Proceso Jaraza Alcala (born July 2, 1955), popularly known as "Procy" in his home province, is a Filipino politician. He is the longest serving Secretary of the Department of Agriculture, holding the position from 2010 to 2016 encompassing the entire term of President Benigno Aquino III. He was a two-term congressman of the 2nd District of Quezon Province from 2004 to 2010.

Education
Elementary : Lucena South Elementary School (1962-1968)
Secondary : Lucena City National High School (1968-1972)
College : Luzonian University Foundation; Bachelor of Science in Civil Engineering (1972-1978)

Political career
Alcala first served as a two-term congressman of the 2nd district of Quezon Province from 2004 to 2010. He is one of the principal authors of the Organic Agriculture Act of 2010 (RA 10068) and Mounts Banahaw-San Cristobal Protected Landscape Act (RA 2718). He was also a co-author of the Climate Change Act (RA 9729) and the Expanded Senior Citizens Act (RA 9994).
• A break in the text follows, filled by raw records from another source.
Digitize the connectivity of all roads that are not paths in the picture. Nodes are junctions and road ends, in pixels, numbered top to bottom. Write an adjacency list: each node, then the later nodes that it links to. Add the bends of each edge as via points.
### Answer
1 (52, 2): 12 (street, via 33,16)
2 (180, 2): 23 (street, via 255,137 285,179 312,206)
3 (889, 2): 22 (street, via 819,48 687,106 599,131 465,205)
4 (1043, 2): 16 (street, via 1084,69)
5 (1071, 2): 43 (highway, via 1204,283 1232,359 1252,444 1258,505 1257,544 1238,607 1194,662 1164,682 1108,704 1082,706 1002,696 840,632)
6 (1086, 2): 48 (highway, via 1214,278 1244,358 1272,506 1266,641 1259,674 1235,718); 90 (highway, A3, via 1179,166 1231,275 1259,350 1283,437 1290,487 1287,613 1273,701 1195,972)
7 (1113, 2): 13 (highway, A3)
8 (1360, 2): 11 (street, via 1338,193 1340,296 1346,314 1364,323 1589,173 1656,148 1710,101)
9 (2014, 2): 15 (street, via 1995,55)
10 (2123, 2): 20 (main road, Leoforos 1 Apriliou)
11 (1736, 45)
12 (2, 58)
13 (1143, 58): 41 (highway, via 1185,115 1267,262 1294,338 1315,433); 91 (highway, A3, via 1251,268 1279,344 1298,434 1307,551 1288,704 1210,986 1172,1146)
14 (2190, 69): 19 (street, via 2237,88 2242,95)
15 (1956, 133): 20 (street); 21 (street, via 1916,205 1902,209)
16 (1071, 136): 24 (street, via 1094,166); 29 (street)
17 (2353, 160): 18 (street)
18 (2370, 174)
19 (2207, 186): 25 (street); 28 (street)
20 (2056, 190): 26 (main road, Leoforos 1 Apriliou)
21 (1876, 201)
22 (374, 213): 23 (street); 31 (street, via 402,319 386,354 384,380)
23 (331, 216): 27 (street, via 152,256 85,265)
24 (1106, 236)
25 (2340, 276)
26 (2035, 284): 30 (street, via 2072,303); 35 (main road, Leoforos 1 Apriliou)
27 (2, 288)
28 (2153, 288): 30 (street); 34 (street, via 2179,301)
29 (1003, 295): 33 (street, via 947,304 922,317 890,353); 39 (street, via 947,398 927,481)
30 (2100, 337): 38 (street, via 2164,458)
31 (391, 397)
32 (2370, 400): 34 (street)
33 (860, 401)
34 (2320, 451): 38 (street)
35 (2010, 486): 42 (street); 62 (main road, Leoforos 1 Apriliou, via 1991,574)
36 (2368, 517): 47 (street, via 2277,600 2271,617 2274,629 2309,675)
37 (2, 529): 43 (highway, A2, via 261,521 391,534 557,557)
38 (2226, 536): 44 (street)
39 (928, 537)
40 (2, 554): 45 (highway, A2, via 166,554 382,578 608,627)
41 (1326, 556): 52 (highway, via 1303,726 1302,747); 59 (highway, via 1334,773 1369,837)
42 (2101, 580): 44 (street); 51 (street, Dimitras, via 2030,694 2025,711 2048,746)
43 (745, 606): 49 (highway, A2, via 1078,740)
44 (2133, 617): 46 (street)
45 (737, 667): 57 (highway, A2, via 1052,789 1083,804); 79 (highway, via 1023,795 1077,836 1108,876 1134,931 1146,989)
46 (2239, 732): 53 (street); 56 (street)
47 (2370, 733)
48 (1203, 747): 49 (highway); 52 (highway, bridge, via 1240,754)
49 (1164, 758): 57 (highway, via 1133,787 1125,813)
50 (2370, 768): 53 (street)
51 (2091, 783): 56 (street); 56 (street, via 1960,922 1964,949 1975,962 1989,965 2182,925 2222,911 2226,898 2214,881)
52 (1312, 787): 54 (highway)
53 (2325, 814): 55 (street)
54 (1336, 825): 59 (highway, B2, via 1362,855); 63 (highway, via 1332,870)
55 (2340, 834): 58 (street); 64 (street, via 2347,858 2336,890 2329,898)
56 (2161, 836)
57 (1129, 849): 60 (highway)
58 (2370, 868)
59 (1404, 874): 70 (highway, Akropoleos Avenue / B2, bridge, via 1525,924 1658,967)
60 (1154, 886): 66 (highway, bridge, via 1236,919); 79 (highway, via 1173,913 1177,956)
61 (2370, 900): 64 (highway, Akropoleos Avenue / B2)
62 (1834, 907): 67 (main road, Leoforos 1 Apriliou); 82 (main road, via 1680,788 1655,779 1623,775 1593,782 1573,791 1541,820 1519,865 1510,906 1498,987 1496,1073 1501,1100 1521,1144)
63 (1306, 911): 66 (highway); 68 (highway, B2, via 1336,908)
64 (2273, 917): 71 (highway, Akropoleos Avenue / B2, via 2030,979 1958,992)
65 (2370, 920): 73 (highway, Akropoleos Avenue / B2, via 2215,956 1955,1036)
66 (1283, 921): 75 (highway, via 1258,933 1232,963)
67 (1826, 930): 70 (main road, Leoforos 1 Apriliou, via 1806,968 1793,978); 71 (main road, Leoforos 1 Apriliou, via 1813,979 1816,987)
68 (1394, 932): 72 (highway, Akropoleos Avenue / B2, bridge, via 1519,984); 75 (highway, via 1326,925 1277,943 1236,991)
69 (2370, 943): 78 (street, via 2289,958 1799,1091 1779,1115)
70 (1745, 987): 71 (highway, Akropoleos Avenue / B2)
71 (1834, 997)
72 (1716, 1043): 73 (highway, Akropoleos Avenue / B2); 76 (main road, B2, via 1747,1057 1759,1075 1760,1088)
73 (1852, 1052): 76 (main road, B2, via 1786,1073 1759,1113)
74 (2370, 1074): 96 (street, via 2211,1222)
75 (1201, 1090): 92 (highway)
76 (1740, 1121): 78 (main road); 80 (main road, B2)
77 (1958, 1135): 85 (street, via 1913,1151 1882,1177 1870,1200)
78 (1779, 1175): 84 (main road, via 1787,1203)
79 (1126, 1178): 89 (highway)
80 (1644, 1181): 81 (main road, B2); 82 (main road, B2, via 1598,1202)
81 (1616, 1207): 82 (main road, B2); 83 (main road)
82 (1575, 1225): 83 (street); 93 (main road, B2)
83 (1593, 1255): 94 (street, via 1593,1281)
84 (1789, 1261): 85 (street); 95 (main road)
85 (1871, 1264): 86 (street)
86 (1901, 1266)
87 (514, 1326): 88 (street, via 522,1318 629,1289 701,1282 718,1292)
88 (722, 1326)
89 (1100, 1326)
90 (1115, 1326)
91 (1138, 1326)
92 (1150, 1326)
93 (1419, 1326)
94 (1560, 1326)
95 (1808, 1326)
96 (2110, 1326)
He is an environmentalist and a non-government organization worker.

According to his curriculum vitae, Alcala pursued relentlessly his advocacy for and dedication to agricultural development, particularly organic agriculture in the Congress.

In 2010, President Benigno S. Aquino III appointed Alcala to the Agriculture secretary post, serving until 2016. Alcala was the highest paid Cabinet member, based on the 2013 report of salaries and allowances released by the Commission on Audit.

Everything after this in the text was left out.